Problem details
Only the images get left out; everything else in the records is to be transcribed exactly.

Data for this exercise
--- START ---

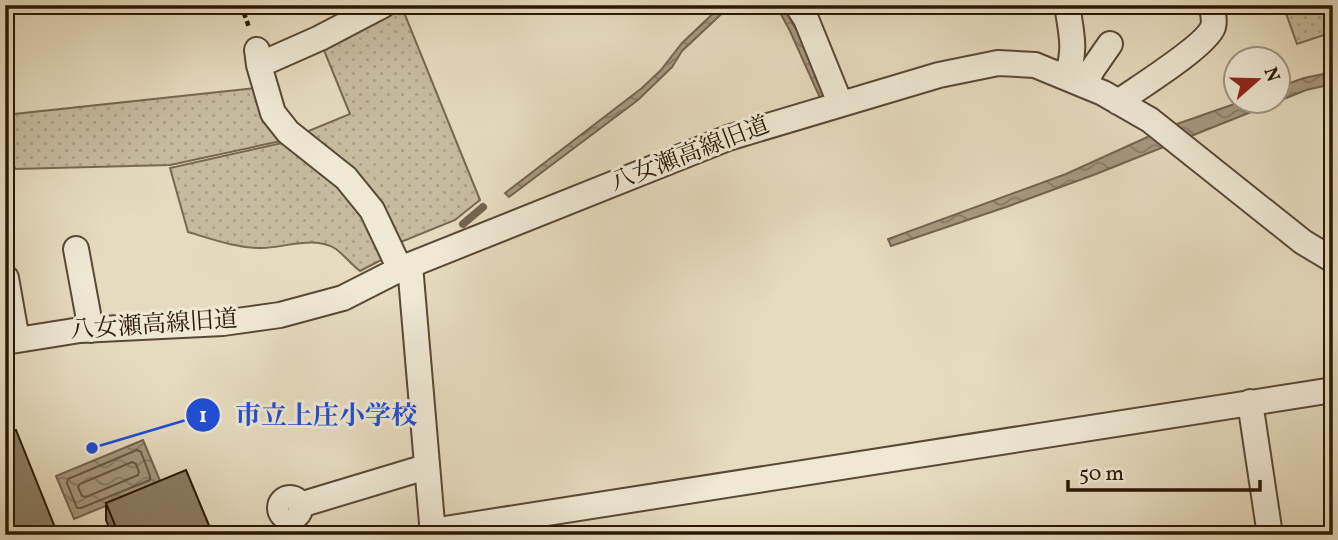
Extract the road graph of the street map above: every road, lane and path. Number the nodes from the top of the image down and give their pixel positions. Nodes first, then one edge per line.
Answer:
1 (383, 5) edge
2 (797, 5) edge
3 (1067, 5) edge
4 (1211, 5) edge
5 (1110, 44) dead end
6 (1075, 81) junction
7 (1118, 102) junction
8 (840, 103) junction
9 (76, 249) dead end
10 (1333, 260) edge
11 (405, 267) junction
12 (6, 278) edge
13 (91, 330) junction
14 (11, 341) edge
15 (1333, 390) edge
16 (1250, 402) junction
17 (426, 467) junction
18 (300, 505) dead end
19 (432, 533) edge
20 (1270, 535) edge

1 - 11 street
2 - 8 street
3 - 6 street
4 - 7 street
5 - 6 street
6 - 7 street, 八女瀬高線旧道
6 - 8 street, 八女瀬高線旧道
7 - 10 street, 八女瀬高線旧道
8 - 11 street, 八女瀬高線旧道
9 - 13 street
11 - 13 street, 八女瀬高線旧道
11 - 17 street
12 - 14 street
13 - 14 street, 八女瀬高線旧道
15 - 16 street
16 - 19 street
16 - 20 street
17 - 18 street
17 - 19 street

--- END ---

Response area
Extract the road graph of the street map above: every road, lane and path. Number the nodes from the top of the image down and give their pixel positions. Nodes first, then one edge per line.
Answer:
1 (383, 5) edge
2 (797, 5) edge
3 (1067, 5) edge
4 (1211, 5) edge
5 (1110, 44) dead end
6 (1075, 81) junction
7 (1118, 102) junction
8 (840, 103) junction
9 (76, 249) dead end
10 (1333, 260) edge
11 (405, 267) junction
12 (6, 278) edge
13 (91, 330) junction
14 (11, 341) edge
15 (1333, 390) edge
16 (1250, 402) junction
17 (426, 467) junction
18 (300, 505) dead end
19 (432, 533) edge
20 (1270, 535) edge

1 - 11 street
2 - 8 street
3 - 6 street
4 - 7 street
5 - 6 street
6 - 7 street, 八女瀬高線旧道
6 - 8 street, 八女瀬高線旧道
7 - 10 street, 八女瀬高線旧道
8 - 11 street, 八女瀬高線旧道
9 - 13 street
11 - 13 street, 八女瀬高線旧道
11 - 17 street
12 - 14 street
13 - 14 street, 八女瀬高線旧道
15 - 16 street
16 - 19 street
16 - 20 street
17 - 18 street
17 - 19 street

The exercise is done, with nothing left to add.